I have a workbench full of every kind of glue but lately
I've been using the Harbor Freight version of Super Glue
GEL. I use a toothpick to apply it. You have only a few
seconds to make adjustments then it is set and you can
continue working.

The reason for Harbor Freight. Their glue is a fraction
of the cost of Super Glue brand. They sell packages of
several tubes for only 2 or 3 $. Be sure to get the GEL
type. It is easier to control the application.

Don


----------



## gunrunnerjohn (Nov 10, 2010)

I use Loctite 416, which is the gel type, works great. One 2oz bottle lasts me months.


----------



## Bwells (Mar 30, 2014)

Here is a tip for super glue
http://www.votawtool.com/super-glue-applicator-fine-tip.html
I'm not sure if it would work for gel. Store super glue in the refrigerator, it will last a long time.


----------



## JamesBC (Jan 15, 2014)

I use Gorilla Super Glue, it is the only type that I have found that the tip never gets plugged.
It is also not quite gel but is thick enough to not run.

I only squeeze out a small amount on a scrap piece of what ever I have laying around and apply it with a tool that I made. The tool is just a small wire .020 that is glued into a small wooden handle.

For thin glue such as what I would use on styrene I use the Flex-I-File #7000 – Touch-N-Flow System which works great.


----------



## CTValleyRR (Jul 26, 2014)

There are all kinds of applicator tools available. Here's Micromark's list of them:

http://www.micromark.com/SearchResult.aspx?deptIdFilter=0&searchPhrase=applicator

Personally, I like the applicator tips. They actually fit on a wide variety of bottles. And because any time Micromark comes up, someone feels compelled to gripe about their prices, I will launch a pre-emptive strike: This is not a purchasing recommendation but an illustration of what's available.

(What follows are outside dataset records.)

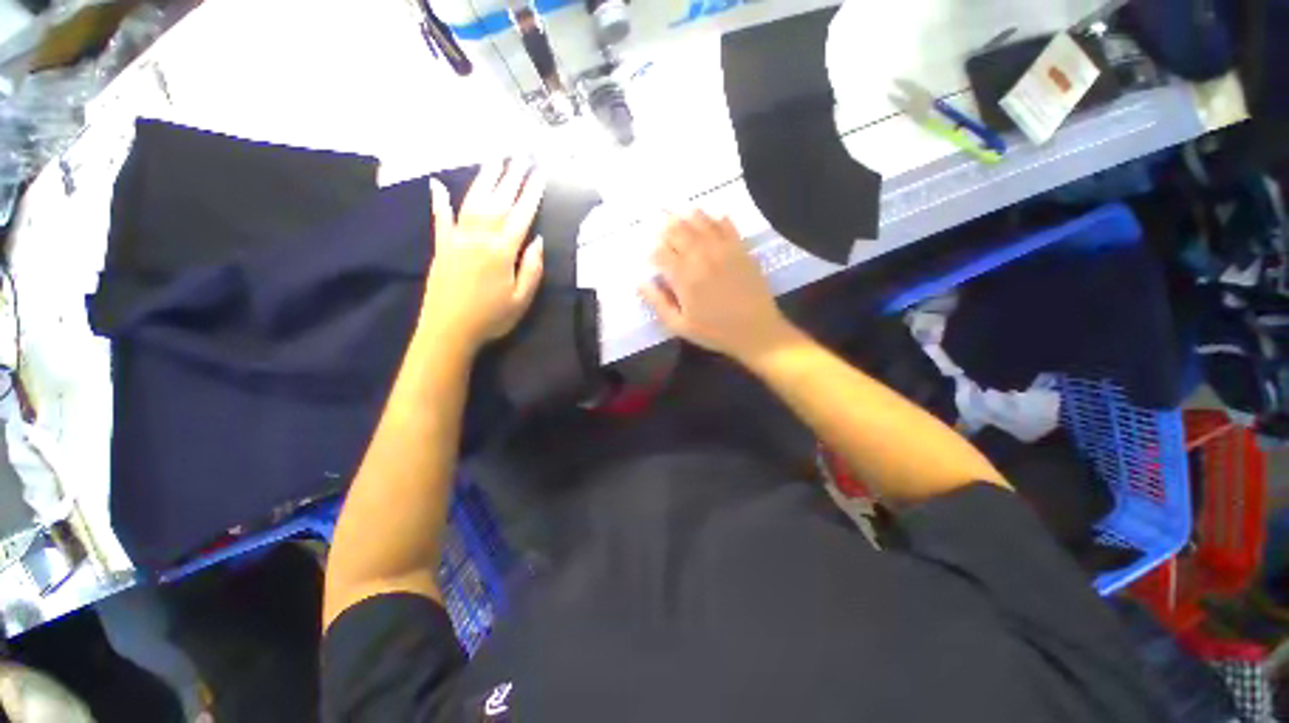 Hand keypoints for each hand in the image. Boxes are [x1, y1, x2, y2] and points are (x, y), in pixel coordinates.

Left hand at [421, 162, 544, 351]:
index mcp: (501, 252)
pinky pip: (441, 219)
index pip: (521, 216)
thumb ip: (532, 269)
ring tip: (495, 159)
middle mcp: (479, 238)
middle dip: (512, 177)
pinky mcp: (441, 247)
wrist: (448, 331)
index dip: (532, 194)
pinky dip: (440, 201)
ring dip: (485, 179)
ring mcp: (457, 239)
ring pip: (473, 202)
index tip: (541, 173)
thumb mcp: (522, 300)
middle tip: (521, 155)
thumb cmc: (491, 318)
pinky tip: (438, 185)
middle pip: (498, 202)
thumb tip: (538, 240)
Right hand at [639, 211, 799, 363]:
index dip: (651, 252)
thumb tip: (640, 282)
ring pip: (700, 220)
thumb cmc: (715, 332)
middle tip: (661, 232)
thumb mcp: (679, 326)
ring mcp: (723, 248)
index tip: (651, 259)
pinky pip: (725, 223)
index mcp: (684, 276)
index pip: (660, 252)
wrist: (757, 331)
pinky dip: (714, 218)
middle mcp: (701, 255)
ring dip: (685, 218)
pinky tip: (709, 222)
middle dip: (664, 229)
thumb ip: (658, 302)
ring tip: (680, 220)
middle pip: (677, 229)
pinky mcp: (741, 248) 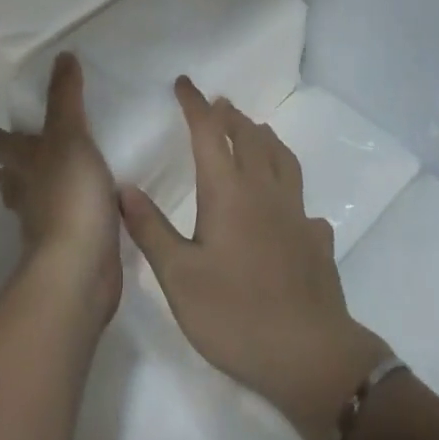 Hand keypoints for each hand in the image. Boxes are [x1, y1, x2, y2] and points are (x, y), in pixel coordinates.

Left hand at [0, 53, 121, 323]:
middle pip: (11, 179)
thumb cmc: (68, 193)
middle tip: (5, 161)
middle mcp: (30, 195)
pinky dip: (69, 214)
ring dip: (34, 193)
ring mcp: (47, 226)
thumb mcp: (69, 134)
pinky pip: (66, 223)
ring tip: (44, 183)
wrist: (79, 268)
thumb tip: (61, 55)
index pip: (3, 144)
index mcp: (25, 165)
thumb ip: (66, 97)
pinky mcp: (71, 249)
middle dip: (8, 169)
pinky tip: (85, 210)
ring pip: (34, 203)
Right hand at [119, 77, 391, 439]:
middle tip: (217, 106)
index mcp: (228, 190)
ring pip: (281, 158)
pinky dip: (292, 191)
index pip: (209, 131)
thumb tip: (123, 186)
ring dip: (264, 137)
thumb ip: (151, 229)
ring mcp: (295, 212)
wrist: (310, 356)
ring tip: (255, 131)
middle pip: (249, 136)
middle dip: (230, 115)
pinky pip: (303, 202)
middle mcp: (263, 189)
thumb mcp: (179, 277)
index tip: (183, 83)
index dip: (195, 104)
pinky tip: (292, 208)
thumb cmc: (235, 314)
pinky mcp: (315, 240) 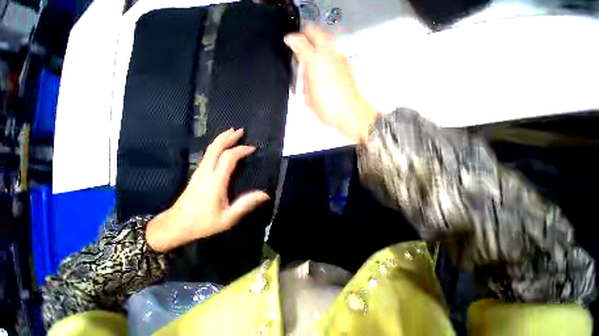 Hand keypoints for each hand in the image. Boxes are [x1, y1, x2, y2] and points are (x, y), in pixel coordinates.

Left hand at [146, 129, 269, 252]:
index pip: (229, 158)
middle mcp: (206, 172)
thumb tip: (265, 195)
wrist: (175, 226)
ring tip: (232, 133)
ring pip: (210, 149)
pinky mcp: (196, 173)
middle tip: (241, 130)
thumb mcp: (228, 218)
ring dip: (221, 139)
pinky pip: (208, 154)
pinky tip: (222, 146)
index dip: (241, 150)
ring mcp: (199, 171)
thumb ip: (246, 204)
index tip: (253, 148)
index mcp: (215, 182)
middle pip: (215, 148)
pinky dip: (216, 146)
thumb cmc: (203, 223)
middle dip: (228, 137)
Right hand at [284, 25, 377, 141]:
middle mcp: (327, 53)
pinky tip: (324, 65)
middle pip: (314, 31)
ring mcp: (338, 56)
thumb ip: (304, 81)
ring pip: (325, 37)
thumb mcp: (308, 98)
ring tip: (313, 56)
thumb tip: (304, 70)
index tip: (288, 42)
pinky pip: (333, 49)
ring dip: (317, 42)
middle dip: (305, 35)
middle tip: (301, 46)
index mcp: (314, 62)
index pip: (299, 42)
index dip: (291, 40)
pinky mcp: (346, 62)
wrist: (350, 112)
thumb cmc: (327, 109)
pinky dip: (326, 52)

If you can find a better price, by all means buy there.


----------



## D&J Railroad (Oct 4, 2013)

I would second what JamesBC said about putting a small dab of the glue on scrap material then dipping a toothpick into it and applying it that way. I use the tip of an Exacto knife. For the bigger jobs, I apply it directly from the bottle or tube then spread it with the Exacto knife. Using a syringe may cause problems if you don't clear the syringe tube after each use.


----------